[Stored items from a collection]

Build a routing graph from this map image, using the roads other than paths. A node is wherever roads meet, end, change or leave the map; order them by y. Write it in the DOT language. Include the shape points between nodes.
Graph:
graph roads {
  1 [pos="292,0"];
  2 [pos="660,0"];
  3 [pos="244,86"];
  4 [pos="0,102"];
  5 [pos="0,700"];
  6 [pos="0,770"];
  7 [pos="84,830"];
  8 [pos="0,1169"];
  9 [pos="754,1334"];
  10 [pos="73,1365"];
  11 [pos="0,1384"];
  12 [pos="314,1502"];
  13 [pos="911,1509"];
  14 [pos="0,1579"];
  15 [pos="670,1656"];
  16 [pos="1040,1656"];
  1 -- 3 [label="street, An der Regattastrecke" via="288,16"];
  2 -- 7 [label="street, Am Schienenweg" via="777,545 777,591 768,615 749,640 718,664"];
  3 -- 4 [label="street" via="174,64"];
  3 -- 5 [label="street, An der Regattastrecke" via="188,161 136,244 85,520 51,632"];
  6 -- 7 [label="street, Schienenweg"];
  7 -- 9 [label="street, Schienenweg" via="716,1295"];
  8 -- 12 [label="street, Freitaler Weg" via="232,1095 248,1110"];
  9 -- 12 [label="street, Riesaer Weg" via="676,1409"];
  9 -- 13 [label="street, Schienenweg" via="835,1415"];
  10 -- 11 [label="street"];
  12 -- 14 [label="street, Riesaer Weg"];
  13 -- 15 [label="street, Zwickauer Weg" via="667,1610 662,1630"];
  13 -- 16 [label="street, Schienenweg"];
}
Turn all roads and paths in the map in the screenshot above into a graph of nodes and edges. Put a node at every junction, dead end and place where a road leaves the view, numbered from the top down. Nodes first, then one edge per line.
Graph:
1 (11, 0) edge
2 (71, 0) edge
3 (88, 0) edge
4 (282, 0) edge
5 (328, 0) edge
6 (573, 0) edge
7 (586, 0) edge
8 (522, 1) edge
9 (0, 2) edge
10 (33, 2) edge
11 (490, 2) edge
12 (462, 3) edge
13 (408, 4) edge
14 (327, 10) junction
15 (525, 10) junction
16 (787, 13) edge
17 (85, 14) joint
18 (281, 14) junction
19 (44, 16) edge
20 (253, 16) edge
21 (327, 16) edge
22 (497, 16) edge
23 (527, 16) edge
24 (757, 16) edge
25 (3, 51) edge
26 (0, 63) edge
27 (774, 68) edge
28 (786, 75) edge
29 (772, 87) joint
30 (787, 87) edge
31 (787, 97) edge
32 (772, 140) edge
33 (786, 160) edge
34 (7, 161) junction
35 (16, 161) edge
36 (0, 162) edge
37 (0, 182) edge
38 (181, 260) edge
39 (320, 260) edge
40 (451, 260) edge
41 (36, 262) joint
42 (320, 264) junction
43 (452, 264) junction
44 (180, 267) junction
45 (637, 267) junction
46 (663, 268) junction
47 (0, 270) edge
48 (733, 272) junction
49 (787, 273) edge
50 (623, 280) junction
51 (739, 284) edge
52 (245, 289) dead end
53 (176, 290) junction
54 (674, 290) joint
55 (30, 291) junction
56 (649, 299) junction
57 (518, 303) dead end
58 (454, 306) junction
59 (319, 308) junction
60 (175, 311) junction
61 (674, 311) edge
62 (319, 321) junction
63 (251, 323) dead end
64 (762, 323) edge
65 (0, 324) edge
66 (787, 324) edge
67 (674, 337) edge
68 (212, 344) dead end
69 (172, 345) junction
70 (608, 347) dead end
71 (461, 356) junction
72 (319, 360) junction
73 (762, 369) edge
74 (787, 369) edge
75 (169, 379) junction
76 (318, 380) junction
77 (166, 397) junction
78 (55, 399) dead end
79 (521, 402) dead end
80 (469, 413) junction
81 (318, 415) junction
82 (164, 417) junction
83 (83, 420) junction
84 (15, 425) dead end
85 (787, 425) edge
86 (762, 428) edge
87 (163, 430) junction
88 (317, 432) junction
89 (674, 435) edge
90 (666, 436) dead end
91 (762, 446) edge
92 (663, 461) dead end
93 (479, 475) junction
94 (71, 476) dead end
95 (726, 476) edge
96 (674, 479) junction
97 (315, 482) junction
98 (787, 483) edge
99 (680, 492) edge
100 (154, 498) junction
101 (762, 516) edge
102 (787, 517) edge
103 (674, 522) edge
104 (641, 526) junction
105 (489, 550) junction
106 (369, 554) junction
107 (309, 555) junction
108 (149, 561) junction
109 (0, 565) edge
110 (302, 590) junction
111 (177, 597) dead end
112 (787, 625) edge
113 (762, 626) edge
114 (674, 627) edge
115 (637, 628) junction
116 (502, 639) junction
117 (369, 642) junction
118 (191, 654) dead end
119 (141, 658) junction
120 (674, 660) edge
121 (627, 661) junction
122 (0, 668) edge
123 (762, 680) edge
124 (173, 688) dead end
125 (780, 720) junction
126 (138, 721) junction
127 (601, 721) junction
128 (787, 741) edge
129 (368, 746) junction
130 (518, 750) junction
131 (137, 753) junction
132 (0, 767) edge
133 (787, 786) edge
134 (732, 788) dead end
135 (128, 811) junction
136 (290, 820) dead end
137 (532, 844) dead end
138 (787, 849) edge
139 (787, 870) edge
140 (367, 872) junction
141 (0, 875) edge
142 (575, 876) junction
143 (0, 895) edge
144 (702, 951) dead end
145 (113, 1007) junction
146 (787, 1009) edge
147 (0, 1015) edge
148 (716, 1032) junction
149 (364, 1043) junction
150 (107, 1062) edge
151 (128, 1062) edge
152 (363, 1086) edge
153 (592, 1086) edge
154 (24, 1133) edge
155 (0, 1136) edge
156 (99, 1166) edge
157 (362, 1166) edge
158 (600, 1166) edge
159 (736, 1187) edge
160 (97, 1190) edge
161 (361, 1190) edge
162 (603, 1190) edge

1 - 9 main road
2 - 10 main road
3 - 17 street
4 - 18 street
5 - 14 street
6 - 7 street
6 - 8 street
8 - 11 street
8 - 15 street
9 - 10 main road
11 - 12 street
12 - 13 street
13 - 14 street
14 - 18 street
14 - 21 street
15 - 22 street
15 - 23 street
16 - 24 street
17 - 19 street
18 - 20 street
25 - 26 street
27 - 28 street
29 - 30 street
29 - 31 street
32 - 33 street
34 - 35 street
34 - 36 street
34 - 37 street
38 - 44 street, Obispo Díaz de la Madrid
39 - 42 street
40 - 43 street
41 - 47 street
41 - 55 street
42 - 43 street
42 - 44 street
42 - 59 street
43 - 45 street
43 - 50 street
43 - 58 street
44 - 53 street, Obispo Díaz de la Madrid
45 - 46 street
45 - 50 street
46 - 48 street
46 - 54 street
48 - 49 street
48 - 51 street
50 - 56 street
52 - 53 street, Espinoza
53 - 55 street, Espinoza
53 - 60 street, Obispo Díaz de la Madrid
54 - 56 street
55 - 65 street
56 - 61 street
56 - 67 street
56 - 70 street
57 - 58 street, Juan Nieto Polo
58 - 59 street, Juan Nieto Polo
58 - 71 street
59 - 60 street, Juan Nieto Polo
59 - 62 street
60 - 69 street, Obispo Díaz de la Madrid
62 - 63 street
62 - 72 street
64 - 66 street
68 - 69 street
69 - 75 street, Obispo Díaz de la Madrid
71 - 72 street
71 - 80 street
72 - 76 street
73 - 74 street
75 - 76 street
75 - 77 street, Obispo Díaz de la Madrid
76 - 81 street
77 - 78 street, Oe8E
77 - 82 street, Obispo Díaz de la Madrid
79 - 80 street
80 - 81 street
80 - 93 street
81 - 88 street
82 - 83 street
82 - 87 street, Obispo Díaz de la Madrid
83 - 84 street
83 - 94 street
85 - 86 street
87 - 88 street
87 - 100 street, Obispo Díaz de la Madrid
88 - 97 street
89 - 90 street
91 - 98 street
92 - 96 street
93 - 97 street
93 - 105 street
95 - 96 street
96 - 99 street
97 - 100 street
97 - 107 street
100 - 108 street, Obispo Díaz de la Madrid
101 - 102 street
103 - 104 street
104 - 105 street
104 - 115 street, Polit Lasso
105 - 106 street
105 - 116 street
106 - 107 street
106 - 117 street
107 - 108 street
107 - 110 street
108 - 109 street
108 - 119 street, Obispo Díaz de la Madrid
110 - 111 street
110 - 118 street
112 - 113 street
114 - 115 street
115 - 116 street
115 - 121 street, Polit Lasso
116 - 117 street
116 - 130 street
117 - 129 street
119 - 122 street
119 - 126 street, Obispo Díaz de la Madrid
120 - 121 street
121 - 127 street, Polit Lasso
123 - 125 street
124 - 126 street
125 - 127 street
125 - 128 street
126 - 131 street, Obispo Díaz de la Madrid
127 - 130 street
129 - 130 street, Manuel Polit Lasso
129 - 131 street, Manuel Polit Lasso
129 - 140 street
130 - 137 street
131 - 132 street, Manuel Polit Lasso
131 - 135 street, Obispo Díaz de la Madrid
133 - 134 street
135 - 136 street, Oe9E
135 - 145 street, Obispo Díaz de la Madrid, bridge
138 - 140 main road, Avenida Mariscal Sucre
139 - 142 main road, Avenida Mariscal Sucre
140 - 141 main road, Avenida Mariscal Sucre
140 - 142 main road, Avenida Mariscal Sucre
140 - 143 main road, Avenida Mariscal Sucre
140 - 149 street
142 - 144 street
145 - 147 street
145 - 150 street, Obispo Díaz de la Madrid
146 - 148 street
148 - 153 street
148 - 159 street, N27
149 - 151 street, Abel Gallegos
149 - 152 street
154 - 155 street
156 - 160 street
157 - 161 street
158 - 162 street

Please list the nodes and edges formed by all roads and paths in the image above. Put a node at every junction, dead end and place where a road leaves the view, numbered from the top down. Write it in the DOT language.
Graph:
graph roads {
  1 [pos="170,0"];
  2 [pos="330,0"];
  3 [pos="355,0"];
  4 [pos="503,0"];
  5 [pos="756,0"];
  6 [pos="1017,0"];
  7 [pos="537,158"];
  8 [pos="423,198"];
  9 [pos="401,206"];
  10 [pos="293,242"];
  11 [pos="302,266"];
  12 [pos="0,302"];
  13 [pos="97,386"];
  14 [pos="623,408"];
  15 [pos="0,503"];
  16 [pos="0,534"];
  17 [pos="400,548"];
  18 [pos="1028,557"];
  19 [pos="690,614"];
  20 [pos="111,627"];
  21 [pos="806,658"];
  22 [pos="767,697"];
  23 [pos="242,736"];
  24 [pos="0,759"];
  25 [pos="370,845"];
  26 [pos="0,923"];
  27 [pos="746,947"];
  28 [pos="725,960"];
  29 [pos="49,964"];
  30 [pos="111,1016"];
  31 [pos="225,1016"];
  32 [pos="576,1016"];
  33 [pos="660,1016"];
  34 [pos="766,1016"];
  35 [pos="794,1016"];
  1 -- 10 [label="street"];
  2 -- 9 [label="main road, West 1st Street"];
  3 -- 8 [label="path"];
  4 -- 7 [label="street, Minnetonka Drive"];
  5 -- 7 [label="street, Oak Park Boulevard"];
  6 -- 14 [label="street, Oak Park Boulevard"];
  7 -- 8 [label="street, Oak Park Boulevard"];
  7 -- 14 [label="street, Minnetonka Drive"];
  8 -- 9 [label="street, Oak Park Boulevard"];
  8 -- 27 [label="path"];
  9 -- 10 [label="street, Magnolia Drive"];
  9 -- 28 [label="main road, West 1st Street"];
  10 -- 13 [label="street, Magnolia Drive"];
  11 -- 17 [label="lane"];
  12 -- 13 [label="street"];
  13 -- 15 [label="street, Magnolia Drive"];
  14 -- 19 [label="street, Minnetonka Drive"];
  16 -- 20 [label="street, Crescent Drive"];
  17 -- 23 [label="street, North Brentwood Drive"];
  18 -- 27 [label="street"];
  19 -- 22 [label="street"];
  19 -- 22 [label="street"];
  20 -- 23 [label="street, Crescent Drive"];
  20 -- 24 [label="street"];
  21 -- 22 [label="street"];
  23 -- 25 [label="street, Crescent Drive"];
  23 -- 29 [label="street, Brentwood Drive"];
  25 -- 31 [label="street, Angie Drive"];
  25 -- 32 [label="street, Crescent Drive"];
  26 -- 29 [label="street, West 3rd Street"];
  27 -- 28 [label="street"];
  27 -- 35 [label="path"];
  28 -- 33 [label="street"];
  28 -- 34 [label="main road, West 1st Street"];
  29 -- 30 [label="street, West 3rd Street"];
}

* [ABOUT THIS EXERCISE]: In the records above, find each line that mentions the word "Regattastrecke", and copy it.

* [ANSWER TO THE EXERCISE]:
  1 -- 3 [label="street, An der Regattastrecke" via="288,16"];
  3 -- 5 [label="street, An der Regattastrecke" via="188,161 136,244 85,520 51,632"];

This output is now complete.